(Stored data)
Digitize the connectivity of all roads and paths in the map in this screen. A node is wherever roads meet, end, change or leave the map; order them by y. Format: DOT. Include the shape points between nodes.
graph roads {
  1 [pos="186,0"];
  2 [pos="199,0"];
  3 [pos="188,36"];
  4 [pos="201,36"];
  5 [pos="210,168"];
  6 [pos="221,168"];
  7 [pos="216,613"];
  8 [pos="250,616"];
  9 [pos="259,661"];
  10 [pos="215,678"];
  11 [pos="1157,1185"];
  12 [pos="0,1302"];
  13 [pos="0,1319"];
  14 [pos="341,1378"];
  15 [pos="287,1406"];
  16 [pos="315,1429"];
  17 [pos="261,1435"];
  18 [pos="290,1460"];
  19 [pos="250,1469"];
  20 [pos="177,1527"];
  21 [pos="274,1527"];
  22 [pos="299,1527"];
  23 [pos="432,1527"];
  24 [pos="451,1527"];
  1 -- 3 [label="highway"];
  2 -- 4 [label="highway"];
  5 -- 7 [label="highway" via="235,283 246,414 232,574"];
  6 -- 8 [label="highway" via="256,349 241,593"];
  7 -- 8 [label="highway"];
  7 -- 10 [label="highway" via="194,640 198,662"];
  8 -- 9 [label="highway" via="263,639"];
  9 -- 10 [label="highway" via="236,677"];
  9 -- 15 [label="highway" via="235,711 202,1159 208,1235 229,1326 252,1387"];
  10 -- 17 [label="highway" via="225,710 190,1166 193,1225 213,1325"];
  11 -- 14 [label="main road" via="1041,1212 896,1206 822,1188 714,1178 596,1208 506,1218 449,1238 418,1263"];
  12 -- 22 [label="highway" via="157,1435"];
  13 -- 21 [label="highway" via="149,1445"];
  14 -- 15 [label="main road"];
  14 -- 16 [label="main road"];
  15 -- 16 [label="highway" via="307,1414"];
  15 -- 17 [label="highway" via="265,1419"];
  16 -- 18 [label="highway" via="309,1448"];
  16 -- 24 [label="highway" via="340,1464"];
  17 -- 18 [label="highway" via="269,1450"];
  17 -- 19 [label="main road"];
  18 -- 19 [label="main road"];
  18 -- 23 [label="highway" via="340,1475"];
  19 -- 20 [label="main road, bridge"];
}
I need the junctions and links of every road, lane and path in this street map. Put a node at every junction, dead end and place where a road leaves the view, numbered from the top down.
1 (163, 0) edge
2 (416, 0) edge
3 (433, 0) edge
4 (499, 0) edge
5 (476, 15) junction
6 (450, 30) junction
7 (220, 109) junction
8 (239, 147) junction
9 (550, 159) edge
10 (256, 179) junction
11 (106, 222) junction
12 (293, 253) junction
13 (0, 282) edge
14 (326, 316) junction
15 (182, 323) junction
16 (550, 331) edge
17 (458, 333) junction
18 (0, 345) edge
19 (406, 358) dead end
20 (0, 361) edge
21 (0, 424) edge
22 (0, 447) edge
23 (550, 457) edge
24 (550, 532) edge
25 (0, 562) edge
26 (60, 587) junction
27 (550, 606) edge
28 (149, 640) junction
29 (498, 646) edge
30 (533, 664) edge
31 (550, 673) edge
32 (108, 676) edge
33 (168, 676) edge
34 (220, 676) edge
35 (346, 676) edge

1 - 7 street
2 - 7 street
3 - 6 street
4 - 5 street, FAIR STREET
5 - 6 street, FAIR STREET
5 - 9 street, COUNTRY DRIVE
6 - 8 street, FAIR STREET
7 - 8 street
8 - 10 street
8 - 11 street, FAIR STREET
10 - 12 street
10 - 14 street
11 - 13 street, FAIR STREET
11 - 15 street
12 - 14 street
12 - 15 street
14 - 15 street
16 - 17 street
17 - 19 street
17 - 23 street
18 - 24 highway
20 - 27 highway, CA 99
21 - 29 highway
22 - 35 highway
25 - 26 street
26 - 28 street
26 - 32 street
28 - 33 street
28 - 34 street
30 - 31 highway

> **Required action**
Copy every line of the records above that holds the word "FAIR".

> **Solved problem**
4 - 5 street, FAIR STREET
5 - 6 street, FAIR STREET
6 - 8 street, FAIR STREET
8 - 11 street, FAIR STREET
11 - 13 street, FAIR STREET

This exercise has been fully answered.